Global goals have been captured in the United Nations Sustainable Development Goals (SDGs), all with targets to be met by 2030 and indicators to be used to monitor progress. CSR in companies is guided by ISO 26000:2010 – a guideline for social responsibility for all types of organisations, regardless of their size or location. The guideline outlines, among other things, ways in which corporates can integrate, implement, and promote socially responsible behaviour throughout the organisation and, through its policies and practices, within its sphere of influence.
With the rise of “sustainable investing” and the fact that corporates are profit-driven, it is rather simple for corporates to do environmental work to comply with the governance organisations to which they are members. Without a committed team that prioritises making science-based targets and is concerned about the actual impact of projects, companies stand to do environmental work that has no value beyond reports that appease and attract shareholders, leaving behind communities and ecosystems that are vulnerable to the impacts of climate change. I was fortunate enough to be in an environmental team that is critical of the validity of the claims made from environmental work, which then also affects the conceptualisation of projects to consider the environment with the necessary complexity and in a holistic manner. This approach offered me the room to have available scientific knowledge lead my contributions, and to account properly for impact with the help of IT-driven tools like geographical information systems (GIS) in the planning and monitoring of projects.

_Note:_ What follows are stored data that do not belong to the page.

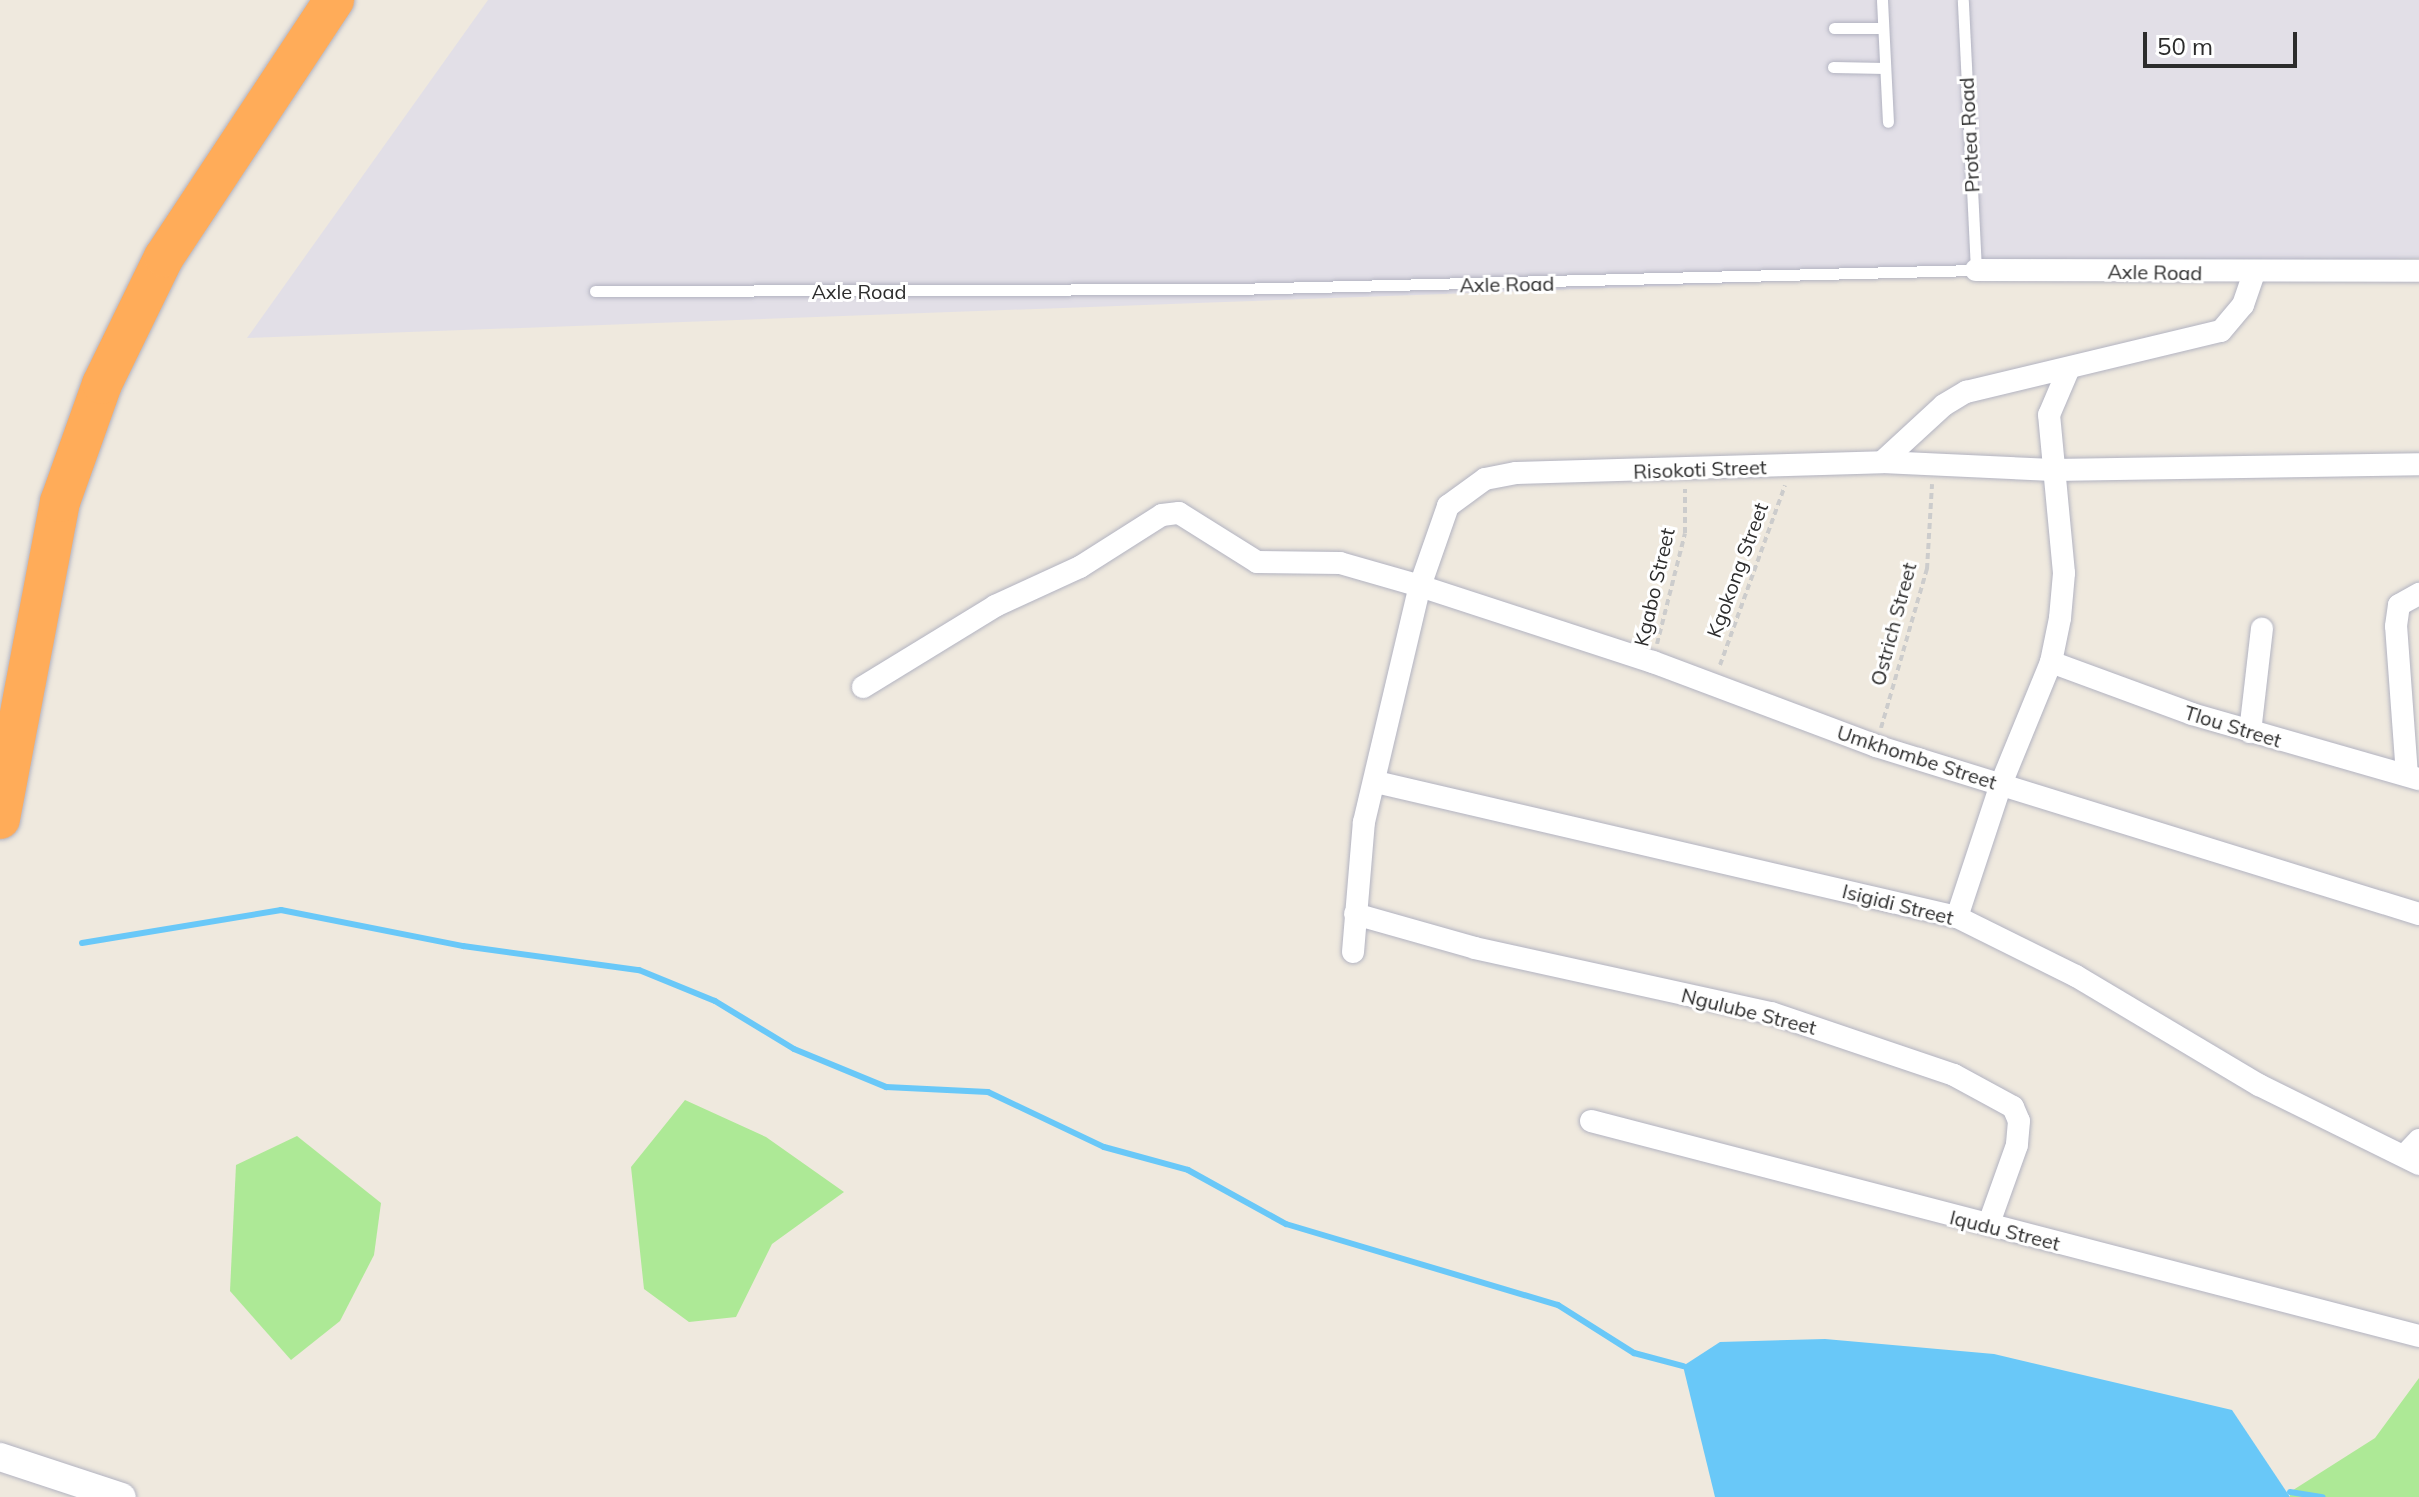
<!DOCTYPE html>
<html>
<head>
<meta charset="utf-8">
<style>
  body { margin:0 }
  #map { position:relative; width:2419px; height:1497px; overflow:hidden; background:#efe9de; font-family:Mulish,sans-serif }
  div>[style] { position:absolute }
  [style*='--x'] { left:calc(var(--x)*1px); top:calc(var(--y)*1px); width:calc(var(--w)*1px); rotate:calc(var(--a)*1deg) }
  .industrial>* { inset:0; background:#e2dfe7 }
  .green>* { inset:0; background:#ade996 }
  .water>* { inset:0; background:#69c8f8 }
  .stream>* { height:6px; margin:-3px; padding:0 3px; transform-origin:3px; border-radius:3px; background:#69c8f8 }
  .path>* { height:4px; margin-top:-2px; transform-origin:0; background:repeating-linear-gradient(90deg,#ccc 0 6px,transparent 0 10px) }
  .roads { filter:drop-shadow(0 0 2px #b2b3c1) drop-shadow(0 0 2px #b2b3c1) }
  .service>* { height:11px; margin:-5.5px; padding:0 5.5px; transform-origin:5.5px; border-radius:5.5px; background:#fff }
  .minor>* { height:22px; margin:-11px; padding:0 11px; transform-origin:11px; border-radius:11px; background:#fff }
  .tertiary>* { height:28px; margin:-14px; padding:0 14px; transform-origin:14px; border-radius:14px; background:#fff }
  .motorway>* { height:40px; margin:-20px; padding:0 20px; transform-origin:20px; border-radius:20px; background:#ffac59 }
  span { translate:-50% -50%; white-space:nowrap; text-align:center; line-height:1.15; -webkit-text-stroke:6px #fff; paint-order:stroke }
  .street-label { font-size:20px; color:#2c2c2c }
  .scale { position:absolute; left:2143px; top:32px; width:154px; height:36px; box-sizing:border-box; border:4px solid #2c2c2c; border-top:0; padding-left:10px; font-size:24px; line-height:28px; white-space:nowrap; color:#2c2c2c; -webkit-text-stroke:6px #fff; paint-order:stroke }
</style>
</head>
<body>
<div id="map">
  <div class="industrial">
    <div style="clip-path:polygon(488px 0,2419px 0,2419px 258px,247px 338px)"></div>
  </div>
  <div class="green">
    <div style="clip-path:polygon(685px 1100px,766px 1137px,844px 1192px,772px 1244px,736px 1317px,689px 1322px,644px 1289px,631px 1167px)"></div>
    <div style="clip-path:polygon(297px 1136px,381px 1203px,374px 1255px,340px 1321px,291px 1360px,230px 1291px,236px 1165px)"></div>
    <div style="clip-path:polygon(2419px 1378px,2419px 1497px,2290px 1497px,2290px 1492px,2375px 1438px)"></div>
  </div>
  <div class="water">
    <div style="clip-path:polygon(1825px 1339px,1994px 1354px,2232px 1410px,2290px 1497px,1715px 1497px,1683px 1366px,1720px 1342px)"></div>
  </div>
  <div class="stream">
    <div style="--x:82;--y:943;--w:202;--a:-9.4"></div>
    <div style="--x:281;--y:910;--w:186;--a:11.2"></div>
    <div style="--x:463;--y:946;--w:178;--a:7.8"></div>
    <div style="--x:639;--y:970;--w:82;--a:22.2"></div>
    <div style="--x:715;--y:1001;--w:92;--a:31.3"></div>
    <div style="--x:794;--y:1049;--w:100;--a:22.4"></div>
    <div style="--x:886;--y:1087;--w:102;--a:2.8"></div>
    <div style="--x:988;--y:1092;--w:128;--a:25.4"></div>
    <div style="--x:1104;--y:1147;--w:87;--a:15.3"></div>
    <div style="--x:1188;--y:1170;--w:112;--a:28.9"></div>
    <div style="--x:1286;--y:1224;--w:284;--a:16.6"></div>
    <div style="--x:1558;--y:1305;--w:90;--a:32.3"></div>
    <div style="--x:1634;--y:1353;--w:51;--a:14.9"></div>
    <div style="--x:2290;--y:1492;--w:33;--a:9"></div>
  </div>
  <div class="path">
    <div style="--x:1657;--y:644;--w:114;--a:-75.8"></div>
    <div style="--x:1685;--y:533;--w:44;--a:-90"></div>
    <div style="--x:1720;--y:665;--w:191;--a:-70.1"></div>
    <div style="--x:1881;--y:728;--w:166;--a:-73.9"></div>
    <div style="--x:1927;--y:569;--w:85;--a:-86.6"></div>
  </div>
  <div class="roads">
    <div class="service">
      <div style="--x:1882;--y:0;--w:122;--a:87.2"></div>
      <div style="--x:1834;--y:28;--w:49;--a:0"></div>
      <div style="--x:1833;--y:67;--w:52;--a:1.1"></div>
      <div style="--x:595;--y:291;--w:640;--a:-0.18"></div>
      <div style="--x:1235;--y:289;--w:741;--a:-1.47"></div>
      <div style="--x:1976;--y:270;--w:270;--a:-92.8"></div>
    </div>
    <div class="minor">
      <div style="--x:1976;--y:270;--w:443;--a:0.1"></div>
      <div style="--x:1882;--y:462;--w:84;--a:-42.6"></div>
      <div style="--x:1944;--y:405;--w:26;--a:-31"></div>
      <div style="--x:1966;--y:392;--w:262;--a:-13.5"></div>
      <div style="--x:2221;--y:331;--w:34;--a:-50"></div>
      <div style="--x:2243;--y:305;--w:34;--a:-71"></div>
      <div style="--x:2051;--y:662;--w:150;--a:20.2"></div>
      <div style="--x:2192;--y:714;--w:236;--a:16"></div>
      <div style="--x:863;--y:687;--w:155;--a:-31.5"></div>
      <div style="--x:995;--y:606;--w:94;--a:-24.6"></div>
      <div style="--x:1080;--y:567;--w:97;--a:-32.4"></div>
      <div style="--x:1162;--y:515;--w:17;--a:-7"></div>
      <div style="--x:1179;--y:513;--w:92;--a:32.1"></div>
      <div style="--x:1257;--y:562;--w:83;--a:0.7"></div>
      <div style="--x:1340;--y:563;--w:83;--a:16"></div>
      <div style="--x:1420;--y:586;--w:245;--a:18.1"></div>
      <div style="--x:1653;--y:662;--w:238;--a:20.6"></div>
      <div style="--x:1876;--y:746;--w:568;--a:17.19"></div>
      <div style="--x:2250;--y:732;--w:104;--a:-83.4"></div>
      <div style="--x:2407;--y:775;--w:149;--a:-94.2"></div>
      <div style="--x:2396;--y:626;--w:21;--a:-82"></div>
      <div style="--x:2399;--y:605;--w:23;--a:-29"></div>
      <div style="--x:1376;--y:782;--w:596;--a:13.08"></div>
      <div style="--x:1957;--y:917;--w:133;--a:26.4"></div>
      <div style="--x:2076;--y:976;--w:213;--a:30.8"></div>
      <div style="--x:2259;--y:1085;--w:178;--a:26.3"></div>
      <div style="--x:1355;--y:914;--w:125;--a:15.8"></div>
      <div style="--x:1475;--y:948;--w:303;--a:12.4"></div>
      <div style="--x:1771;--y:1013;--w:193;--a:18.7"></div>
      <div style="--x:1954;--y:1075;--w:67;--a:28.5"></div>
      <div style="--x:2013;--y:1107;--w:15;--a:67"></div>
      <div style="--x:2019;--y:1121;--w:24;--a:95"></div>
      <div style="--x:2017;--y:1145;--w:83;--a:109.7"></div>
      <div style="--x:1957;--y:917;--w:140;--a:-71.7"></div>
      <div style="--x:2001;--y:784;--w:132;--a:-67.7"></div>
      <div style="--x:2051;--y:662;--w:45;--a:-78.4"></div>
      <div style="--x:2060;--y:618;--w:45;--a:-84.9"></div>
      <div style="--x:2064;--y:573;--w:159;--a:-95.4"></div>
      <div style="--x:2049;--y:415;--w:51;--a:-66.9"></div>
      <div style="--x:1353;--y:952;--w:130;--a:-85.2"></div>
      <div style="--x:1364;--y:822;--w:243;--a:-76.7"></div>
      <div style="--x:1420;--y:586;--w:85;--a:-70.7"></div>
      <div style="--x:1448;--y:506;--w:46;--a:-36.1"></div>
      <div style="--x:1485;--y:479;--w:32;--a:-11"></div>
      <div style="--x:1516;--y:473;--w:366;--a:-1.7"></div>
      <div style="--x:1882;--y:462;--w:171;--a:2.7"></div>
      <div style="--x:2053;--y:470;--w:366;--a:-0.9"></div>
      <div style="--x:1591;--y:1121;--w:855;--a:14.56"></div>
      <div style="--x:2404;--y:1156;--w:22;--a:-47"></div>
    </div>
    <div class="tertiary">
      <div style="--x:0;--y:1457;--w:128;--a:18.2"></div>
    </div>
    <div class="motorway">
      <div style="--x:0;--y:819;--w:323;--a:-79.3"></div>
      <div style="--x:60;--y:502;--w:125;--a:-70.4"></div>
      <div style="--x:102;--y:384;--w:141;--a:-64"></div>
      <div style="--x:164;--y:257;--w:308;--a:-56.5"></div>
    </div>
  </div>
  <div class="street-label">
    <span style="left:1969px;top:135px;rotate:-93deg">Protea Road</span>
    <span style="left:2155px;top:272px;rotate:1deg">Axle Road</span>
    <span style="left:1507px;top:284px;rotate:-1deg">Axle Road</span>
    <span style="left:859px;top:291px">Axle Road</span>
    <span style="left:1700px;top:469px;rotate:-2deg">Risokoti Street</span>
    <span style="left:1737px;top:570px;rotate:-70deg">Kgokong Street</span>
    <span style="left:1654px;top:587px;rotate:-77deg">Kgabo Street</span>
    <span style="left:1893px;top:624px;rotate:-75deg">Ostrich Street</span>
    <span style="left:2233px;top:726px;rotate:17deg">Tlou Street</span>
    <span style="left:1917px;top:757px;rotate:18deg">Umkhombe Street</span>
    <span style="left:1898px;top:904px;rotate:14deg">Isigidi Street</span>
    <span style="left:1749px;top:1011px;rotate:14deg">Ngulube Street</span>
    <span style="left:2005px;top:1230px;rotate:14deg">Iqudu Street</span>
  </div>
  <div class="scale">50 m</div>
</div>
</body>
</html>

GIS has the dual role of allowing location of features and spatial analysis. In Figure 1 you can see the process environmental projects from planning through to monitoring and reporting, with the computer icon showing stages where in GIS can be used. Corporates can locate their areas of operations with collected coordinates and decide on weightings for key environmental resources to inform projects within reasoned spatial buffers to form impact zones.
Figure 1: Step-by-step process for planning and monitoring impact on environmental resources. The computer icon shows the stages at which you can use GIS.
GIS, however, is not a silver bullet for environmental management – inasmuch as map layers can be sourced for environmental resources, with data sourced through remote sensing and some area-specific studies, ground-truthing remains a necessity for monitoring. Some data may be time-sensitive or be difficult to acquire with accuracy for to build map layers that can be used in GIS: for example, a layer giving the risk of groundwater level decline can be available, but the collection of representative groundwater level data is still necessary to decide on projects and to create and revise monitoring plans. The risk assessment, monitoring action and progress tracking part of a project therefore requires GIS to be used alongside on-the-ground assessments that are necessary to quantify impact accurately and for continuous improvement informing the relevance of projects.
Corporations can look at environmental impact just as a threat to financial gain, and there are methodologies and tools that can quantify the financial impact of a deteriorating environment. However, environmental teams in companies need to be afforded the room to be honest about current impacts throughout the supply chain and the failures of previous environmental work or the ways in which benefits were accounted for. In this way, strategies can be made to answer to not just the survival, but the thriving of communities and ecosystems affected by a corporation’s operations. This will hopefully mean that corporations will have adequate data to map innovation needs towards a sustainable future and moving the globe closer to the 2030 SDG targets.